INSTRUCTIONS FOR THE TASK ->
Return, from the listing below, every line that includes "Hoffman".

LISTED ENTRIES ->

++++++

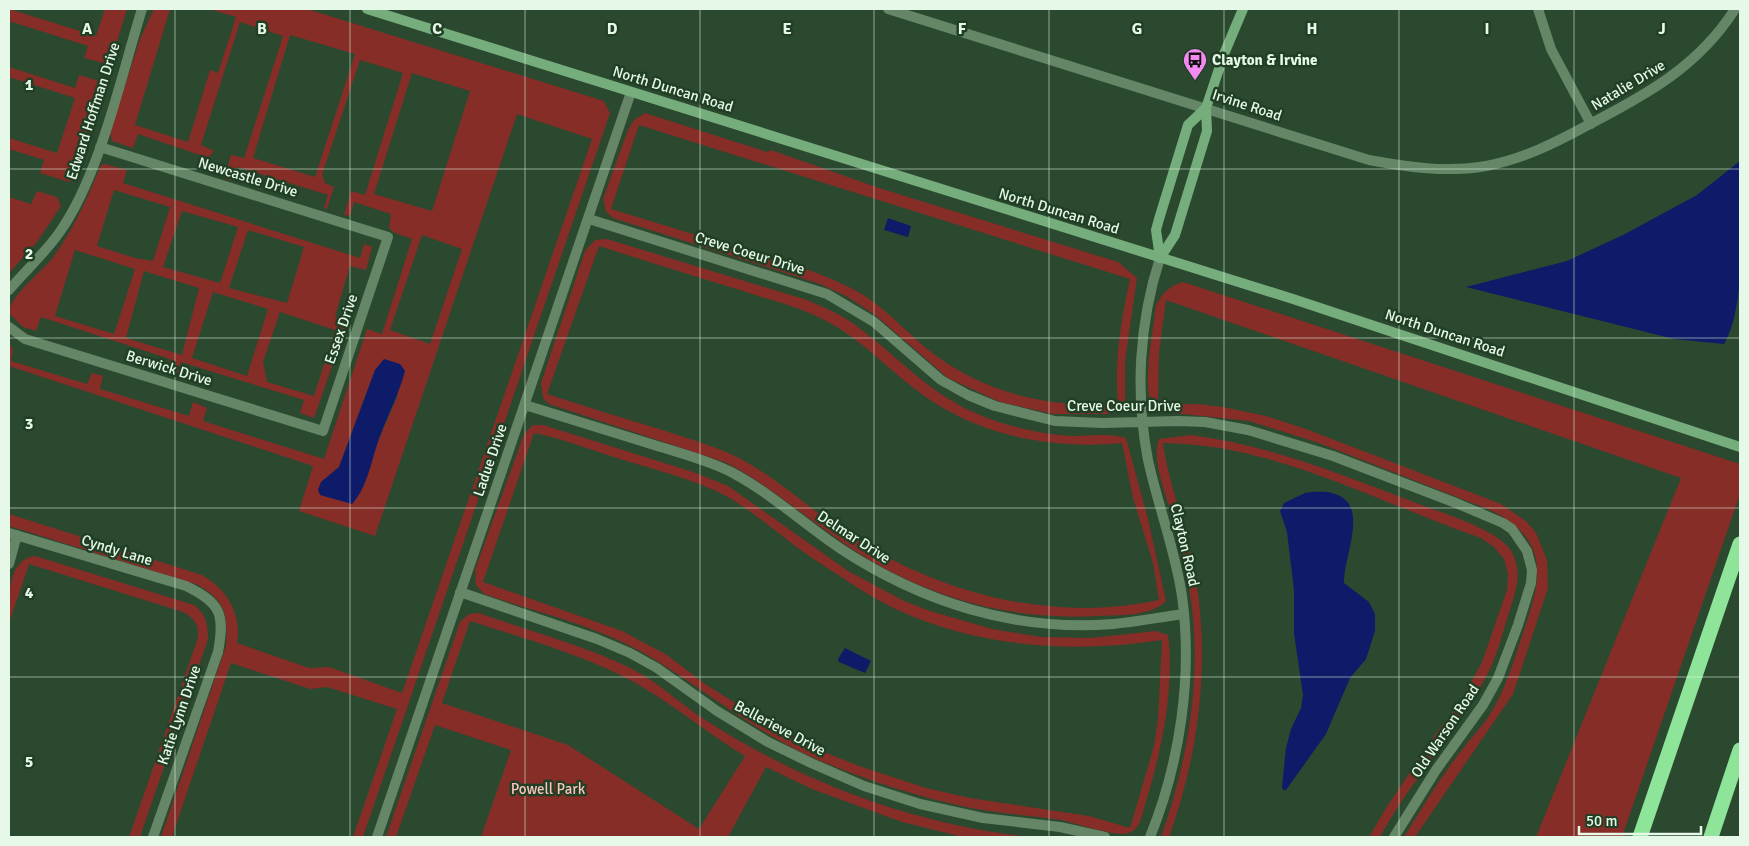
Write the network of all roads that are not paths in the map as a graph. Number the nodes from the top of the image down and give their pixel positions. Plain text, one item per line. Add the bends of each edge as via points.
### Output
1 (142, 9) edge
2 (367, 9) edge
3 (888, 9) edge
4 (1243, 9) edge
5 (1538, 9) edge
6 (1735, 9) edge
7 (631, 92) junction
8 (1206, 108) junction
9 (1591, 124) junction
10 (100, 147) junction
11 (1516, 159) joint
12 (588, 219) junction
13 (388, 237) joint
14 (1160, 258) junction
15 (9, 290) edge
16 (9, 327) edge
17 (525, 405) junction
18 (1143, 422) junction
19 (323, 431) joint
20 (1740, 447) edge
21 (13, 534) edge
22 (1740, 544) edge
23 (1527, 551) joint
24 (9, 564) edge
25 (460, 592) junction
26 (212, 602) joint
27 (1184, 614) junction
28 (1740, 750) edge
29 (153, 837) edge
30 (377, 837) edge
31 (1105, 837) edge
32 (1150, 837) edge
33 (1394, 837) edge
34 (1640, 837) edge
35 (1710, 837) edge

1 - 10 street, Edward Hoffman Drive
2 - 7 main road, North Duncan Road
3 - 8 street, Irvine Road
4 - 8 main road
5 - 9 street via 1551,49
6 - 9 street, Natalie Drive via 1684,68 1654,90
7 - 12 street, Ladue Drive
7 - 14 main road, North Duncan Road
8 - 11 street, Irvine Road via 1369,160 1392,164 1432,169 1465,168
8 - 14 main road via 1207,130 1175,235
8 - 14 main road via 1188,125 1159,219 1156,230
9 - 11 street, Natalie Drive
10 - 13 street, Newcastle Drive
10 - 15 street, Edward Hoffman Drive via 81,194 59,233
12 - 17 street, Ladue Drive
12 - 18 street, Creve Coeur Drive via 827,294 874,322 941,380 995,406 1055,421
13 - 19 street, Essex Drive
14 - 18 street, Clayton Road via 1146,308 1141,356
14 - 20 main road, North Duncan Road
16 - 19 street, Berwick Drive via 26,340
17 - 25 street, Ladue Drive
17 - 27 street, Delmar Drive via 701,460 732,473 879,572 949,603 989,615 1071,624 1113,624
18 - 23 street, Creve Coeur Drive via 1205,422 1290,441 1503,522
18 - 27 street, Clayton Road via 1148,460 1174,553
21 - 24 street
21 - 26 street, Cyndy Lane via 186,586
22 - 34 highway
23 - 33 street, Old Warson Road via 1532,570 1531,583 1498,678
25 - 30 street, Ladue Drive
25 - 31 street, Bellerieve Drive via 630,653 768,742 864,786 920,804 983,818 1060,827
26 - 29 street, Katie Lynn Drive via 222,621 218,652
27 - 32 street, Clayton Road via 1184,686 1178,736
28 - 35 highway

++++++

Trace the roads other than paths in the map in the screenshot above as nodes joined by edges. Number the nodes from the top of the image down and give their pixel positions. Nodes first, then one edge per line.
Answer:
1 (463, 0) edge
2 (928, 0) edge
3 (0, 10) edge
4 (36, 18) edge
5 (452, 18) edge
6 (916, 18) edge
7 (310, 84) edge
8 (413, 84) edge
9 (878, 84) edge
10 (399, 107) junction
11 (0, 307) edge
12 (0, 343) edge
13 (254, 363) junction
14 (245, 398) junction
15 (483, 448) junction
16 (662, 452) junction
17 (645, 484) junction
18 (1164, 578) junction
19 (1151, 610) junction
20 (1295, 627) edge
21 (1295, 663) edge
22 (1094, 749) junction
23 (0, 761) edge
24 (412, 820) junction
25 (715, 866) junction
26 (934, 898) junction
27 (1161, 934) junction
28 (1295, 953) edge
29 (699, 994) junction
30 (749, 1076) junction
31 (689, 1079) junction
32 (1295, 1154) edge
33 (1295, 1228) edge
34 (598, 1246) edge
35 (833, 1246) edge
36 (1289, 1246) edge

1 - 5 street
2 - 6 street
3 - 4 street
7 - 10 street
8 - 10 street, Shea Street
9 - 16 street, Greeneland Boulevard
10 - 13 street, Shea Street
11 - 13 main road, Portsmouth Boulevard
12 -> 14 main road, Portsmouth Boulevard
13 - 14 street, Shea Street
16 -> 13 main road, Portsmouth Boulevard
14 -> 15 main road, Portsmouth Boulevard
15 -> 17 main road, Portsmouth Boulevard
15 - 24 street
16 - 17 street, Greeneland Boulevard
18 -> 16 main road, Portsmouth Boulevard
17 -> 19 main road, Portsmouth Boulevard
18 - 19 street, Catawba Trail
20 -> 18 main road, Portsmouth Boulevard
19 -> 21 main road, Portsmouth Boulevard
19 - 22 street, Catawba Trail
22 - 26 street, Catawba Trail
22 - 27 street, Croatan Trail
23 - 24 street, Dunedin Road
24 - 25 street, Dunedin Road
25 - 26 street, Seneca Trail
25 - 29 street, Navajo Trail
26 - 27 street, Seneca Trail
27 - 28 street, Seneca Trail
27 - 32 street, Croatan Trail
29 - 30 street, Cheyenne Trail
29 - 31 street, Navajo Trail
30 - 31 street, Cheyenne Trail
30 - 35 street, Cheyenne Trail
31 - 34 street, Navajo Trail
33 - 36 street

++++++

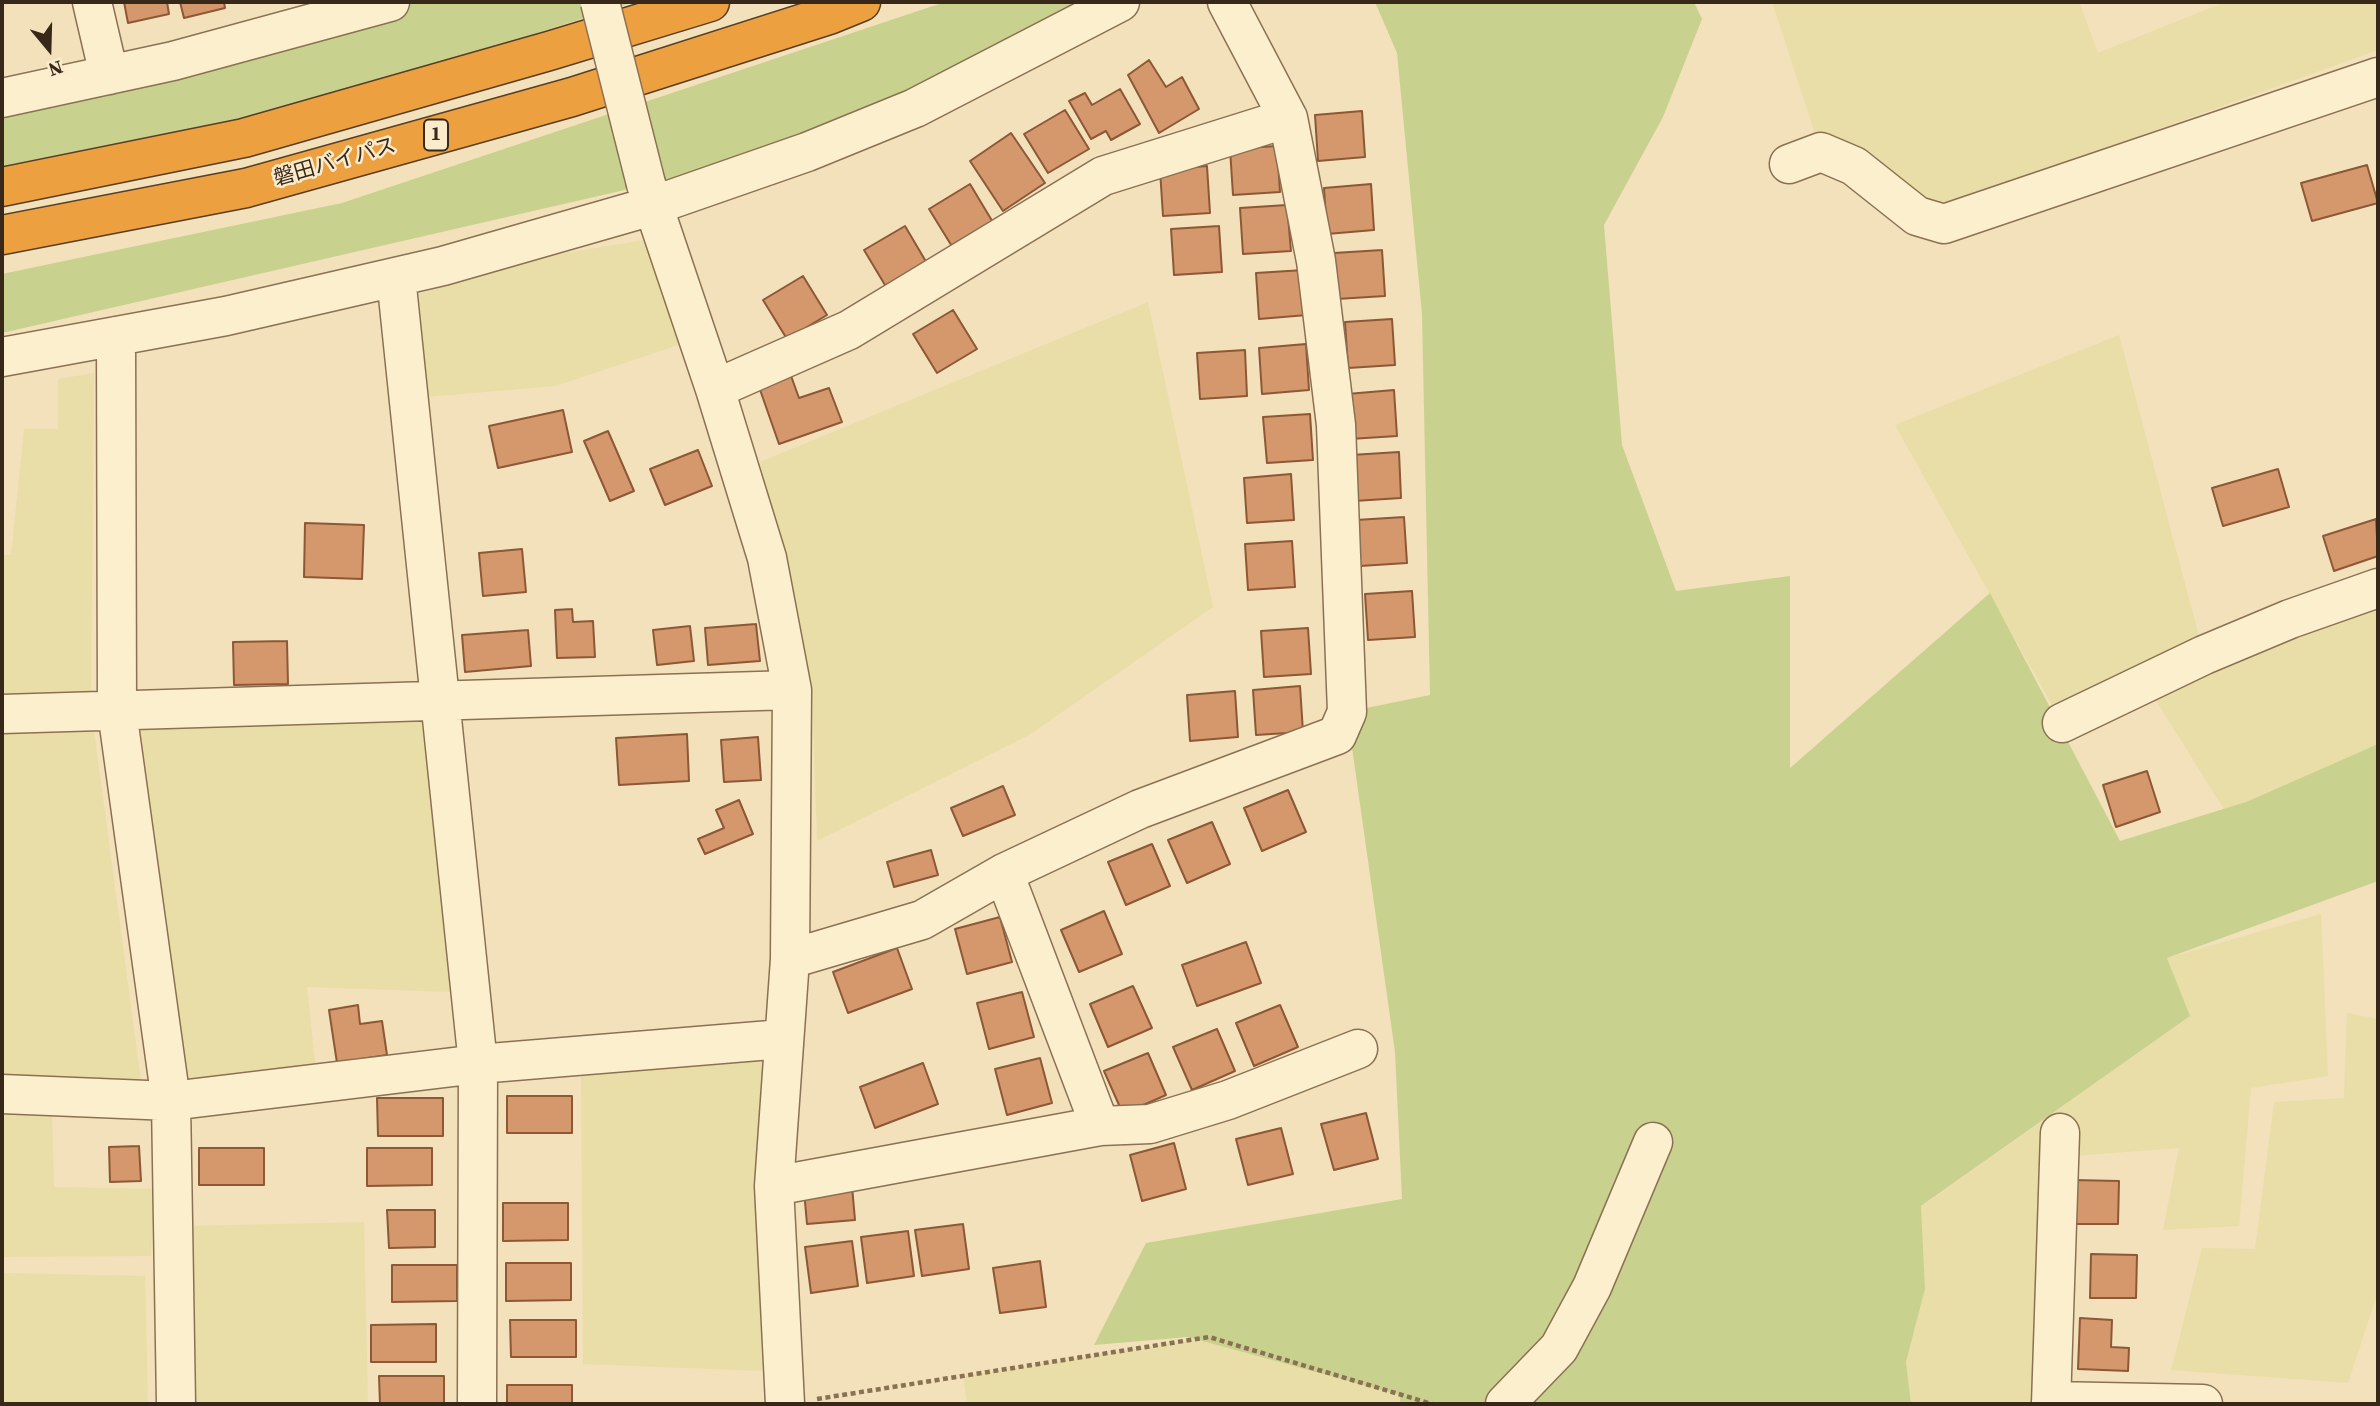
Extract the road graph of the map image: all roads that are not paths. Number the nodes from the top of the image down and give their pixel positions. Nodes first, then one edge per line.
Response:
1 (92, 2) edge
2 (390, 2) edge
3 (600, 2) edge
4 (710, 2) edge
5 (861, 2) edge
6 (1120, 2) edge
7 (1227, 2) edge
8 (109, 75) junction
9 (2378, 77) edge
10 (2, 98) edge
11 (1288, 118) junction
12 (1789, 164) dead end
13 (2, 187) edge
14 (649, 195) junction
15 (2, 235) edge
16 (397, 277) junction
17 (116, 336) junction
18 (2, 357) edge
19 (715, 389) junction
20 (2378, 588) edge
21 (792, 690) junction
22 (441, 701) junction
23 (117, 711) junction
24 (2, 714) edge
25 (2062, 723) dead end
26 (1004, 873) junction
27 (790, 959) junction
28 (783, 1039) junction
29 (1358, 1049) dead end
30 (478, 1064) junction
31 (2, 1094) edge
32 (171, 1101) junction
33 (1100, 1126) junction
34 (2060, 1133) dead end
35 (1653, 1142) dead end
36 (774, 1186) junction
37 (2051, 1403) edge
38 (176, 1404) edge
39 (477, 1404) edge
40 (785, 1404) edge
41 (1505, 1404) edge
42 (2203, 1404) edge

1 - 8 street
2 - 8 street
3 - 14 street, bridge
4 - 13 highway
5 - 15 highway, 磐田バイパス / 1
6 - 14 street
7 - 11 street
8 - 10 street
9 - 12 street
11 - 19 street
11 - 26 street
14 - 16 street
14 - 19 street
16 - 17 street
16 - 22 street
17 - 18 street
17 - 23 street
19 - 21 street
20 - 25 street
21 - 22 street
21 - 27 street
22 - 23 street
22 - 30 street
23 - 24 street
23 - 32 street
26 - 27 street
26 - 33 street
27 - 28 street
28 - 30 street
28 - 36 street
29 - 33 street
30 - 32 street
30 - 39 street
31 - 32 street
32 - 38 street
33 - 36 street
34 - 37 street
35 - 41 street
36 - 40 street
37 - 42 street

++++++

FINISHED TASK ->
1 - 10 street, Edward Hoffman Drive
10 - 15 street, Edward Hoffman Drive via 81,194 59,233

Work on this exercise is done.